While there is a growing body of knowledge regarding the Down syndrome behavioural phenotype, much of what is known is based on research involving older children, adolescents, and adults with Down syndrome (Haxby, 1989; Jobling, 1998; Varnhagen, Das & Varnhagen, 1987; Vicari, Carlesimo & Caltagirone, 1995; Wang & Bellugi, 1994). By studying only older children and adults, researchers may have a false impression that phenotypic outcomes are static in nature, and that areas of relative strength and weakness are present from the earliest stages of development. Yet, Nadel (1995) notes that most measures of brain development and cognitive functioning are in the normal range during the first few months of infancy in Down syndrome. If this is so, then the emergence of the Down syndrome phenotype during early development may be of great importance to early interventionists. What precipitates the evolution of the phenotypic profile associated with Down syndrome? And, is there a way to strengthen development of areas that are expected to develop more slowly, and thus prevent relative developmental weaknesses downstream?

In addition, most behavioural phenotype research focuses on one dimension of development in isolation (i.e. working memory, praxis, joint attention). While detailed descriptions of a specific domain of functioning are important, it may also be informative to explore how many areas develop together – for example, to show whether cross-domain areas of relative strength and weakness become more pronounced over time. Such findings may inform interventions that take into account the whole child, not simply one aspect of the child that may be of particular interest.

Two questions will be addressed in this study. First, are developmental profiles in toddlers with Down syndrome specific to Down syndrome? This question will be addressed with between-group analyses. And second, are distinct areas of strength and weakness in functioning already present in early childhood? This question will be addressed using within-Down syndrome analyses. In order to answer these questions, we will analyse the performance of 2 to 3-year-olds with Down syndrome on the Mullen Scales of Early Learning and the Vineland Adaptive Behaviour Scales.
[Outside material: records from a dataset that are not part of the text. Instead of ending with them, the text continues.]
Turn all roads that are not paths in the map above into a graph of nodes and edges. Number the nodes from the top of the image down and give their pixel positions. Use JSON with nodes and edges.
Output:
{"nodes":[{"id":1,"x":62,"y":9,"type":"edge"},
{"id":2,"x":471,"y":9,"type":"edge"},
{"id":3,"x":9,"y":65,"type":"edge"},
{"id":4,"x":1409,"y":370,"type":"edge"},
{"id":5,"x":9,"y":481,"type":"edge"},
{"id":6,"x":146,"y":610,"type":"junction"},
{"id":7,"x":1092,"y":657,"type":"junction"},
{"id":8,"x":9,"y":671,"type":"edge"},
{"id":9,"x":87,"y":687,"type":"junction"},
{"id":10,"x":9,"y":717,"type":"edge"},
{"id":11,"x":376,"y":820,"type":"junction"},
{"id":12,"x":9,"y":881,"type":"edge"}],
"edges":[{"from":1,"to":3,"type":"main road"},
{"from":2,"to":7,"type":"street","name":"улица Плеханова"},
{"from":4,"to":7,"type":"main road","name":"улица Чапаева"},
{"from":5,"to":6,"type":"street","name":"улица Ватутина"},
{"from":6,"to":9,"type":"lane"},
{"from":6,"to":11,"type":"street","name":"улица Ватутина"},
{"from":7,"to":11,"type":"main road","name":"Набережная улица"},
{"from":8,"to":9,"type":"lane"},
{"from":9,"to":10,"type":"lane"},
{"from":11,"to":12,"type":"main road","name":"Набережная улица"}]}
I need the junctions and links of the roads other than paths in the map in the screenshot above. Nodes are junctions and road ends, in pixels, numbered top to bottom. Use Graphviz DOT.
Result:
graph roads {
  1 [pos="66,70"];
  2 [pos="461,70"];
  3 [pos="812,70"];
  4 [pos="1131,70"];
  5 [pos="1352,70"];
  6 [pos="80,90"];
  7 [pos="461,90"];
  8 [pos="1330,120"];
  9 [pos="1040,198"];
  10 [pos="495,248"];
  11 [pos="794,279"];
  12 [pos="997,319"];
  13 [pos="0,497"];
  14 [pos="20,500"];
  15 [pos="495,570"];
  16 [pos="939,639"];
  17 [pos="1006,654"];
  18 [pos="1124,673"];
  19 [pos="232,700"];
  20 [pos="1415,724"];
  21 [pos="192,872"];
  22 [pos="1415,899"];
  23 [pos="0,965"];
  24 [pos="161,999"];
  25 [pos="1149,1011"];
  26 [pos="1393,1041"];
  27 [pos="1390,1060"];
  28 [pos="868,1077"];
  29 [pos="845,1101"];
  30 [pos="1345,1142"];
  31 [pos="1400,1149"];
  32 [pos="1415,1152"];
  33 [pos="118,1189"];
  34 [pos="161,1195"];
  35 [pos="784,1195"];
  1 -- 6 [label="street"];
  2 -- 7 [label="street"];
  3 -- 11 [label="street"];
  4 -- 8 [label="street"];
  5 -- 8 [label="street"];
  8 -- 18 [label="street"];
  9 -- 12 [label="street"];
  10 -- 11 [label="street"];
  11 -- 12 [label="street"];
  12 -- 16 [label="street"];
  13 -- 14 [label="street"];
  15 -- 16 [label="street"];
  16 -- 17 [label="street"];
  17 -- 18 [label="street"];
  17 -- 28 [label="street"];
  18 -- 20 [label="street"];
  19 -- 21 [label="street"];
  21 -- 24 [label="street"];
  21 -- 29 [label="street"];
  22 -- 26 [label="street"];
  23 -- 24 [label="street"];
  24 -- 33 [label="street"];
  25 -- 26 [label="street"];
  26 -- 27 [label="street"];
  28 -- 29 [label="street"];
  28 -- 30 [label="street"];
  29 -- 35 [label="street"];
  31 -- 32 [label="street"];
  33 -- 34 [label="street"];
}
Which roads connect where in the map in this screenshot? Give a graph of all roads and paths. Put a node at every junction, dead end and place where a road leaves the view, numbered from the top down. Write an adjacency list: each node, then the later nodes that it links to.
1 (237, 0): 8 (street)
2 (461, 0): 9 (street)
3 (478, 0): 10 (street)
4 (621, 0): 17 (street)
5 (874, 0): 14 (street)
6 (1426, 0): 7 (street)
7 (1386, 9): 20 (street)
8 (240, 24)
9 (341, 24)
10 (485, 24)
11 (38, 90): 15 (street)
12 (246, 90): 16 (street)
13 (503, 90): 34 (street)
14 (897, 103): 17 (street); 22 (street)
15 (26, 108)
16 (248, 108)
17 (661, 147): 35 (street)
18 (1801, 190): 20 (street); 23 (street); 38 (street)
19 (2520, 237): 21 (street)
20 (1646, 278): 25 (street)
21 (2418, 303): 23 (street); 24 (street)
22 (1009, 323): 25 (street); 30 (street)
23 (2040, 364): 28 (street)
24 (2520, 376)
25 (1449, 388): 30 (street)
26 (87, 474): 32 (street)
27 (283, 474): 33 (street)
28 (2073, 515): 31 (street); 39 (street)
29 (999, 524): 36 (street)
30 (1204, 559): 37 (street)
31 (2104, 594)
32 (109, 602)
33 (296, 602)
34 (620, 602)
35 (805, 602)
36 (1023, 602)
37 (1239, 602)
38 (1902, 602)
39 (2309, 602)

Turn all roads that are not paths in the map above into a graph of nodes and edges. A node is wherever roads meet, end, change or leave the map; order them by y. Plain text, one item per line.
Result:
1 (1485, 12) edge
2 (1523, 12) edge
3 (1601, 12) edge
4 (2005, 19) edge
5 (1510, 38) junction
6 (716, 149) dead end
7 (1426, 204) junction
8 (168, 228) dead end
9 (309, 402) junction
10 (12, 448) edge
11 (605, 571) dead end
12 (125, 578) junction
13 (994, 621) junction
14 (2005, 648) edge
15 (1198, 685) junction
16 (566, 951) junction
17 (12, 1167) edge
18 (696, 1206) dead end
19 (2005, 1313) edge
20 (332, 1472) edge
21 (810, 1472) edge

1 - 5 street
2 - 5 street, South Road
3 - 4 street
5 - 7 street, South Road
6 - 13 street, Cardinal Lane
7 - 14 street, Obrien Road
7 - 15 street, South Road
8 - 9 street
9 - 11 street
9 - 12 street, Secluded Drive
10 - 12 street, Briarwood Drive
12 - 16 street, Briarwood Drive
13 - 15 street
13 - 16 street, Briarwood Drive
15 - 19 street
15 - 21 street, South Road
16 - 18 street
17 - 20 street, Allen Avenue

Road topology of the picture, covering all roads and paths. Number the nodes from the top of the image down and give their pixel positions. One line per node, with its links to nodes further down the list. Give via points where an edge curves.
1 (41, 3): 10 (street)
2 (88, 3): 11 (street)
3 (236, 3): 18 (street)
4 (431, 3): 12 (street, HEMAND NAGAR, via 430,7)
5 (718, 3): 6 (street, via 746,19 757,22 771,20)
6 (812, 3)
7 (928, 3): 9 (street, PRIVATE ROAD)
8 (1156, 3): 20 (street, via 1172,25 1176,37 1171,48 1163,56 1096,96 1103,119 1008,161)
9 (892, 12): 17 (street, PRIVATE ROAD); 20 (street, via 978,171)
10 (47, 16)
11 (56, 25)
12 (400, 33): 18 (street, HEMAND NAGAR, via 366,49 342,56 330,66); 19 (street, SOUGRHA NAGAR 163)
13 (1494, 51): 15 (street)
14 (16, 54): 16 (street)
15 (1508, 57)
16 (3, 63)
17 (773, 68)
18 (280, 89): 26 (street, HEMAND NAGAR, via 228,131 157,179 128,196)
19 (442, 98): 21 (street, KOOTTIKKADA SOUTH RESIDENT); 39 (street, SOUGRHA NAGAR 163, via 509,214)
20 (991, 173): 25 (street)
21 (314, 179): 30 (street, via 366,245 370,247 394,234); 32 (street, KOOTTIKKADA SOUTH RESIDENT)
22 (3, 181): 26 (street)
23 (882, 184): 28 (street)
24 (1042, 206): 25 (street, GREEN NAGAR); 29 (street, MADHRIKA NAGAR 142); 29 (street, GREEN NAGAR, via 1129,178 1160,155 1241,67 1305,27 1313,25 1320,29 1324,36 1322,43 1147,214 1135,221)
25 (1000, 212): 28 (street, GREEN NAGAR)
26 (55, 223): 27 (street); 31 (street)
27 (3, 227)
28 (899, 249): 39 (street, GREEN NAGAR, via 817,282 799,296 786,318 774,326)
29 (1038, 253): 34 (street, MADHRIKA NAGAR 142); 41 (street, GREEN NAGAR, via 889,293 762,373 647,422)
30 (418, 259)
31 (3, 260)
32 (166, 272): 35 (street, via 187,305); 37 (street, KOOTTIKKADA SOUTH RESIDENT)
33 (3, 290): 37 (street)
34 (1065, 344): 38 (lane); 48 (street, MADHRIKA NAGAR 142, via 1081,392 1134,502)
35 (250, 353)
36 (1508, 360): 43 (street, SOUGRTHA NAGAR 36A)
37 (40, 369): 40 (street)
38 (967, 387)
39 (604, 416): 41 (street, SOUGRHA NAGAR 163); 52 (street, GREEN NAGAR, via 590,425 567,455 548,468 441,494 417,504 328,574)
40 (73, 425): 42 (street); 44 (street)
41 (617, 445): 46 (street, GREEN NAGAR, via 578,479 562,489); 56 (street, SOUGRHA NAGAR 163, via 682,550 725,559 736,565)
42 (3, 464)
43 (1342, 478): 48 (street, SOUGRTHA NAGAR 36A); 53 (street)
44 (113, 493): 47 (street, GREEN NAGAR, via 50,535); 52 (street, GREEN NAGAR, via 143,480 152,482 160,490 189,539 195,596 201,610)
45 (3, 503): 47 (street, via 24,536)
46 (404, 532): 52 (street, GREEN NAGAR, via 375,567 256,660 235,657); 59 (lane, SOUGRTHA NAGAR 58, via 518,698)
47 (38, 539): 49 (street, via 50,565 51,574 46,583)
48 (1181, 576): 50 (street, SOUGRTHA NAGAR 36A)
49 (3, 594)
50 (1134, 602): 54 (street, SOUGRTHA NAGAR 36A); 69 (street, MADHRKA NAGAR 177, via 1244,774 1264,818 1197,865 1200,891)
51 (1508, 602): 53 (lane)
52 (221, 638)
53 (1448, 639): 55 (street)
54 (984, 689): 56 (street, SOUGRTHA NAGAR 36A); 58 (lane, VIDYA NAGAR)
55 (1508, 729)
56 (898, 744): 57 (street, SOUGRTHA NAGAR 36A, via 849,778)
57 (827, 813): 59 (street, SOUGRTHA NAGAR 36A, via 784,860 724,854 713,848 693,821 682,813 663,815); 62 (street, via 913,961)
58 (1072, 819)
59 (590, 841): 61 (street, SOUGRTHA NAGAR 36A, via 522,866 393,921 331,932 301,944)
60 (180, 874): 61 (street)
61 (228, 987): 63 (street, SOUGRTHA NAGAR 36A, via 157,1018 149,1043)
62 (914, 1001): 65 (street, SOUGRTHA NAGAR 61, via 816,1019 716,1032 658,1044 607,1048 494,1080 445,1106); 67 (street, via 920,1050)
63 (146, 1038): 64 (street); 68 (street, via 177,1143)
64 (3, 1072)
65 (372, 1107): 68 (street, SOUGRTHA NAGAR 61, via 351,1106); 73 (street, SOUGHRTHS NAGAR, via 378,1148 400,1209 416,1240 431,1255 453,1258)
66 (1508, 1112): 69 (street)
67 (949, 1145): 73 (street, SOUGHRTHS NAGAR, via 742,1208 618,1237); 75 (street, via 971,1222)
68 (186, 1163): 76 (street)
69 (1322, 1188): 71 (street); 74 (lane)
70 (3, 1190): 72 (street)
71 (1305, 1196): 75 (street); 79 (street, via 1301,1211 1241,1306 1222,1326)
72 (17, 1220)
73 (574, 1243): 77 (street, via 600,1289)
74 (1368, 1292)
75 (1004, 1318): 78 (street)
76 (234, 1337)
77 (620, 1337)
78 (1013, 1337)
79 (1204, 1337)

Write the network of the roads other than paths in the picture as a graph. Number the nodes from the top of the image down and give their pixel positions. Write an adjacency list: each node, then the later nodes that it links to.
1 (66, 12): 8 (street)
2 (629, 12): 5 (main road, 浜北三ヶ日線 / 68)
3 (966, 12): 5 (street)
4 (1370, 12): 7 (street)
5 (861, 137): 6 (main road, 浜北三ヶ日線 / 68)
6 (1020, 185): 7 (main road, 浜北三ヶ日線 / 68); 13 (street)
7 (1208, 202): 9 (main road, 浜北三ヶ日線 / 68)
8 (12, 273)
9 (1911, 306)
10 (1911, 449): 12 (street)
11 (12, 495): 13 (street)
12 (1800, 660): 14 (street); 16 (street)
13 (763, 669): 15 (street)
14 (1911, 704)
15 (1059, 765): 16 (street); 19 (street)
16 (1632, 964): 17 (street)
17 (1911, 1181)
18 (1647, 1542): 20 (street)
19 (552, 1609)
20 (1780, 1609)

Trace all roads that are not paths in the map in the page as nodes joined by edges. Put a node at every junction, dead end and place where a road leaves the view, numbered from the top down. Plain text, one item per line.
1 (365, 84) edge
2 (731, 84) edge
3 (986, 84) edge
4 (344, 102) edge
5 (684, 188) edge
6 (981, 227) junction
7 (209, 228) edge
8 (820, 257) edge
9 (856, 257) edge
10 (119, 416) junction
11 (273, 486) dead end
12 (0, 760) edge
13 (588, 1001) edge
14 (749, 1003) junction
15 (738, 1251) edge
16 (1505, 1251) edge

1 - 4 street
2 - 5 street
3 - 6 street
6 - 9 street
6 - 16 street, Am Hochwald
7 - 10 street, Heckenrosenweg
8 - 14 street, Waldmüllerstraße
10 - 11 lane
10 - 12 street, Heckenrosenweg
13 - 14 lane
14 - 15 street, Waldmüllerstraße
We compare the performance of 2-3 year-olds with Down syndrome with that of a MA-matched comparison group of 2 to 3-year-olds with developmental disabilities, and an MA-matched group of typically developing 1 to 2-year-olds.

Materials and Methods

Procedures

This study was part of a larger longitudinal study of the developing phenotypes of autism, fragile X syndrome, and Down syndrome. Participants were recruited through the JFK Partners University Affiliated Program and parent support groups in the Denver Metropolitan Area (e.g., Mile High Down Syndrome Association, Fragile X Foundation). The entire study was carried out under Institutional Review Board approval. Consent forms were reviewed with each family and all questions were answered before consent was obtained and before any measures were gathered. All examiners were completely blind to the questions being asked in this study and limited knowledge regarding the Down syndrome behavioural phenotype (their expertise was in children with autism).

The Mullen Scales were administered in a laboratory visit in a standardised fashion. All examiners were masters or doctoral level clinicians with several years of clinical experience working with young children with developmental disabilities. Mothers were interviewed for the Vineland Scales, generally during a home visit.

Measures

Experimenters administered a battery of developmental tests including:

1. Mullen Scales of Early Learning (MSEL; Mullen, 1995). The MSEL is a standardised developmental test for children ages 3 to 60 months consisting of five subscales: gross motor, fine motor, visual reception, expressive language, and receptive language. The MSEL allows for separate standard verbal and nonverbal summary scores to be constructed and demonstrates strong concurrent validity with other well-known developmental tests of motor, language, and cognitive development (Mullen, 1995). Internal consistency of the five subdomains ranges from .75 to .83, evidence that the subscales measure distinct abilities. High correlations have been found between the MSEL and the Bayley Scales of Infant Development, the Preschool Language Assessment, and the Peabody Fine Motor Scale.

The MSEL was administered to all subjects according to standard instructions by raters with advanced degrees, trained in assessing young children with autism and other developmental disorders. Reinforcers for all subjects in all groups were used at times to reward cooperation and attention.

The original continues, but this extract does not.